- **TASK DETAILS**
Count the lines that contain the string "طريق" in the records beneath, and respond with the number only.

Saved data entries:
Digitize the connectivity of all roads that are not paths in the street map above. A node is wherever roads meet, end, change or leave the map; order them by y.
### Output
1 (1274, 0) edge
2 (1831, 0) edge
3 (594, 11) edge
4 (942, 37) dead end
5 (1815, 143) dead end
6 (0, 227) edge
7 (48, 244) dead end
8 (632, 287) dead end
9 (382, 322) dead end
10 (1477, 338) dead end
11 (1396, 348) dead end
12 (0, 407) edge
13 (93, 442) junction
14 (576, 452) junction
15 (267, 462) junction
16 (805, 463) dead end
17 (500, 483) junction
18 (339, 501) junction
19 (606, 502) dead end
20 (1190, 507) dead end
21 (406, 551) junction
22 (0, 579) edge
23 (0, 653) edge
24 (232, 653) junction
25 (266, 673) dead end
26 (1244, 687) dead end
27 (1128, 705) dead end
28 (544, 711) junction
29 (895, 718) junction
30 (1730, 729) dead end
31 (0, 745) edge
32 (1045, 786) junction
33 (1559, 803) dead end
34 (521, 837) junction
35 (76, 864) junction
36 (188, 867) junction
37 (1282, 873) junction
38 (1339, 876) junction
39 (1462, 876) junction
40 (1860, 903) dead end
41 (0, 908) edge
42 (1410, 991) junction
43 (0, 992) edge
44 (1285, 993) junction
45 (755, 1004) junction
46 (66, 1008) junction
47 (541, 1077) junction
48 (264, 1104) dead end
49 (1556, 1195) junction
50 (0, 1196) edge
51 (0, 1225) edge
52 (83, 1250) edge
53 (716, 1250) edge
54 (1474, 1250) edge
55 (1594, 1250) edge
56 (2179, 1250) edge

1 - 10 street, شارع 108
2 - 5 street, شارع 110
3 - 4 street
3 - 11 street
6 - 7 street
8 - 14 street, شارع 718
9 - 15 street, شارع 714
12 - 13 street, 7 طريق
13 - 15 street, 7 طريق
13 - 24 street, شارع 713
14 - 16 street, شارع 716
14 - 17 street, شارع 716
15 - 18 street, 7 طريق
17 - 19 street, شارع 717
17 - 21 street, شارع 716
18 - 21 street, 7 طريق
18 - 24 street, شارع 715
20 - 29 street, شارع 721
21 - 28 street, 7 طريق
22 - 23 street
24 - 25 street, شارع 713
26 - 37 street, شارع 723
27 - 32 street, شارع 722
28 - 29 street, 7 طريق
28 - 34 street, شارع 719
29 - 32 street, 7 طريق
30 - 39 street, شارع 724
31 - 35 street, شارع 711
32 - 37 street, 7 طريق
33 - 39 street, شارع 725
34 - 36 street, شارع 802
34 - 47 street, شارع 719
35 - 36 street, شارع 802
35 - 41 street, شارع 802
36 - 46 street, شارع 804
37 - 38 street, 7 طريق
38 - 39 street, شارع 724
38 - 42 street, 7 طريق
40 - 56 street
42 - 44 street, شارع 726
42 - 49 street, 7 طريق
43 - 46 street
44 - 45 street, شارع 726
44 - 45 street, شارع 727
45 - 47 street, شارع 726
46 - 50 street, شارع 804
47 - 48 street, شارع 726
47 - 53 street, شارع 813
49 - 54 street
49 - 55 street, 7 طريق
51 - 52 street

- **ANSWER**
12